- _PROBLEM DETAILS_
Give the number of lines in the data that hold the word "main", and nothing else.

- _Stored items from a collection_
----------

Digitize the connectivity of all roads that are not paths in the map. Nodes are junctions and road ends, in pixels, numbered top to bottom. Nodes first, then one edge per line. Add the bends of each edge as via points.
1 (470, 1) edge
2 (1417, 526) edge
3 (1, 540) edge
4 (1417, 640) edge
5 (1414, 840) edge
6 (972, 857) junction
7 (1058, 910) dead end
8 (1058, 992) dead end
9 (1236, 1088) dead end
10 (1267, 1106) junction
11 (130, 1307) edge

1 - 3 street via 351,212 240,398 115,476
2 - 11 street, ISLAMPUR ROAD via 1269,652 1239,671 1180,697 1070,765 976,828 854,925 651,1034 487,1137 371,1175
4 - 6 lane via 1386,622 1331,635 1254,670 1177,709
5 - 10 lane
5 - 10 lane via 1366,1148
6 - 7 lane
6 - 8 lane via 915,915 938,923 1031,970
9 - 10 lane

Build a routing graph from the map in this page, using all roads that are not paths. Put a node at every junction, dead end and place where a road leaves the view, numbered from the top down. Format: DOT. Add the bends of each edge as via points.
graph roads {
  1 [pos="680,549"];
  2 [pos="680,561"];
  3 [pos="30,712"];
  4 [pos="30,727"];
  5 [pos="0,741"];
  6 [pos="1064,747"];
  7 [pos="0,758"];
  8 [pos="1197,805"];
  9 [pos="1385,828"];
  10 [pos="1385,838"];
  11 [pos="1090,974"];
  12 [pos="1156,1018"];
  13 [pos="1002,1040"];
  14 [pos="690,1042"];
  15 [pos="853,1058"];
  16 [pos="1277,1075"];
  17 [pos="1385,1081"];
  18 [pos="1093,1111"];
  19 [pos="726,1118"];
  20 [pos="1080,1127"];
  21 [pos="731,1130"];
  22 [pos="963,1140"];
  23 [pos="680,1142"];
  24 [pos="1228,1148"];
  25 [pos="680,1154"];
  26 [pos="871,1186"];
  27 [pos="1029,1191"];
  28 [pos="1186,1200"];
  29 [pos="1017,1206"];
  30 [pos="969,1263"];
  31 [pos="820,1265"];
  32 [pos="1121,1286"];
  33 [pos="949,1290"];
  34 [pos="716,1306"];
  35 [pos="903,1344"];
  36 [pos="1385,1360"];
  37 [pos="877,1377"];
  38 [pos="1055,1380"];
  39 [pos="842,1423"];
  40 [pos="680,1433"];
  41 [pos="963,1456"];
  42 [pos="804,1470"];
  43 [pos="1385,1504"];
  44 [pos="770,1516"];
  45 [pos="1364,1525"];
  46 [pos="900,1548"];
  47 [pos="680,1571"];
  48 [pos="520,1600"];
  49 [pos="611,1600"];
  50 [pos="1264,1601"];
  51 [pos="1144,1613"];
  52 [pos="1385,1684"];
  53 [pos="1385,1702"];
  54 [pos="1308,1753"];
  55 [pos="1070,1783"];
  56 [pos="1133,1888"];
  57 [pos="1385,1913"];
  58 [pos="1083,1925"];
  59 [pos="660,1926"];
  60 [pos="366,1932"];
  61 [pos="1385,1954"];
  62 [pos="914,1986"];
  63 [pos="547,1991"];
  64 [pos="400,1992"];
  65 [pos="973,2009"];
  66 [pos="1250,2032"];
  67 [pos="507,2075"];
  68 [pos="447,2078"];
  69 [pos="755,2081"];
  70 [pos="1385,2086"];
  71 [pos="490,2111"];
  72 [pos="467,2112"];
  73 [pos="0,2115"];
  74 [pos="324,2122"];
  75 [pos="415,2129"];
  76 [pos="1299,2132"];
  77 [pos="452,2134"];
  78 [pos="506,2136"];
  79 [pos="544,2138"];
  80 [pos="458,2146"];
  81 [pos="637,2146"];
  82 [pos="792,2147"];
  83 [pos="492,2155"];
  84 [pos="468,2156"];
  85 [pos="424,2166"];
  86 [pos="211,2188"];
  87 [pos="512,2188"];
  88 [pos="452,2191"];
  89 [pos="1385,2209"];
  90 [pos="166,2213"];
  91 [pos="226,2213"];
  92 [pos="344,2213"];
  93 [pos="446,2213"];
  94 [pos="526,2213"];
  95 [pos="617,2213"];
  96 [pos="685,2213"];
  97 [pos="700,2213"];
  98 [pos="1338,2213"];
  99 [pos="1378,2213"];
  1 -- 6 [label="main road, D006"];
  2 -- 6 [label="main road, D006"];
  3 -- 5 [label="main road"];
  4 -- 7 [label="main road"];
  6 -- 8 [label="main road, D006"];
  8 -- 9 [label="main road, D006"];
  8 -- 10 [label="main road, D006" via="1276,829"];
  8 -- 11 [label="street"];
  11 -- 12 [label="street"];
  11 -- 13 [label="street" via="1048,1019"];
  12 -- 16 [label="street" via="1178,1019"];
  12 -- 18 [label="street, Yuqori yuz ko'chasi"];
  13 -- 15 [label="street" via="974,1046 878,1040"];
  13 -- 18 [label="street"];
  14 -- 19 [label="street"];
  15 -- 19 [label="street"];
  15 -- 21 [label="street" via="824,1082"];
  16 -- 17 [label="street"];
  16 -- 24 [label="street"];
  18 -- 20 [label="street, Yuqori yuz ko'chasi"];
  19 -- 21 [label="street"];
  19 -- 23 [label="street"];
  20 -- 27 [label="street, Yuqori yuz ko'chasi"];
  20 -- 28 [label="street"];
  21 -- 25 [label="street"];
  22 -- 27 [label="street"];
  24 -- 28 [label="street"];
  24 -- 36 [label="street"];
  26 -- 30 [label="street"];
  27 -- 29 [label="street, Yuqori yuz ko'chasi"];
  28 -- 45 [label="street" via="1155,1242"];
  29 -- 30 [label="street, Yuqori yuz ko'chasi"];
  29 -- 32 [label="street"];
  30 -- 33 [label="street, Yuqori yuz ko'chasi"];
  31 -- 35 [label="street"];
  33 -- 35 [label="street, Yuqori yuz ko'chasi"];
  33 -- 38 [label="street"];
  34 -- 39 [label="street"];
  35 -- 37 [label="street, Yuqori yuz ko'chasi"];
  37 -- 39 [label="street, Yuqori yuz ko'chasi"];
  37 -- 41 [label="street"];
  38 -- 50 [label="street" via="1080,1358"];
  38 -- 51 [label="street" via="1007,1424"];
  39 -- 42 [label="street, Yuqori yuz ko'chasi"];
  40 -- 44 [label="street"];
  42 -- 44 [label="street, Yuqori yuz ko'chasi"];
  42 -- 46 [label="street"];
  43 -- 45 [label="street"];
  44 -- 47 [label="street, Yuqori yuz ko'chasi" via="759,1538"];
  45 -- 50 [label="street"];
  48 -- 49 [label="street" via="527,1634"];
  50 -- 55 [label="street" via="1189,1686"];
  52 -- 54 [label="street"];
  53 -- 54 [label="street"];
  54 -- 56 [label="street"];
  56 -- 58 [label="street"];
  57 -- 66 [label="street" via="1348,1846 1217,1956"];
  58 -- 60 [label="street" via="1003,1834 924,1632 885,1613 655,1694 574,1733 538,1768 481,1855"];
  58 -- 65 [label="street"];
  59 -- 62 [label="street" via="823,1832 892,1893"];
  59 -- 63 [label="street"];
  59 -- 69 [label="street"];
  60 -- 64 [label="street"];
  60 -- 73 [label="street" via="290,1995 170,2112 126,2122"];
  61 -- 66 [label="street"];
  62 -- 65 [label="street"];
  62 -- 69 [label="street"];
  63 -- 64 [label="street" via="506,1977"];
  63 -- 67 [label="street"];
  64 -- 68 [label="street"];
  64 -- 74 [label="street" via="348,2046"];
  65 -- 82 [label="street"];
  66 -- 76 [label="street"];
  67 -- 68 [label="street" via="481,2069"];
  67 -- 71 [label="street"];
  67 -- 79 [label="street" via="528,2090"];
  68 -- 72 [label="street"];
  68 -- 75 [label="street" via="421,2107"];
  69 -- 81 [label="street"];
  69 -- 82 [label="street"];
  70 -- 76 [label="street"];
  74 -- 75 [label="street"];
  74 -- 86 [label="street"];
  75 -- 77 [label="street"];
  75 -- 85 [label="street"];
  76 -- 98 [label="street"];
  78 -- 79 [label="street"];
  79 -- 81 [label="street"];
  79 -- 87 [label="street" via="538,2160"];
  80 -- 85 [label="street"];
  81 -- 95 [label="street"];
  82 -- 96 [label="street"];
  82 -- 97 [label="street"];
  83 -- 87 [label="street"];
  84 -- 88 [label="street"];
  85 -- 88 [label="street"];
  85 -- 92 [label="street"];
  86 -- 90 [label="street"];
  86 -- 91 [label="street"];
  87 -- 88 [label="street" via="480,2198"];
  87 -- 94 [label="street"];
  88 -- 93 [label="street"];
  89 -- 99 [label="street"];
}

----------

- _ANSWER FOR THE TASK_
7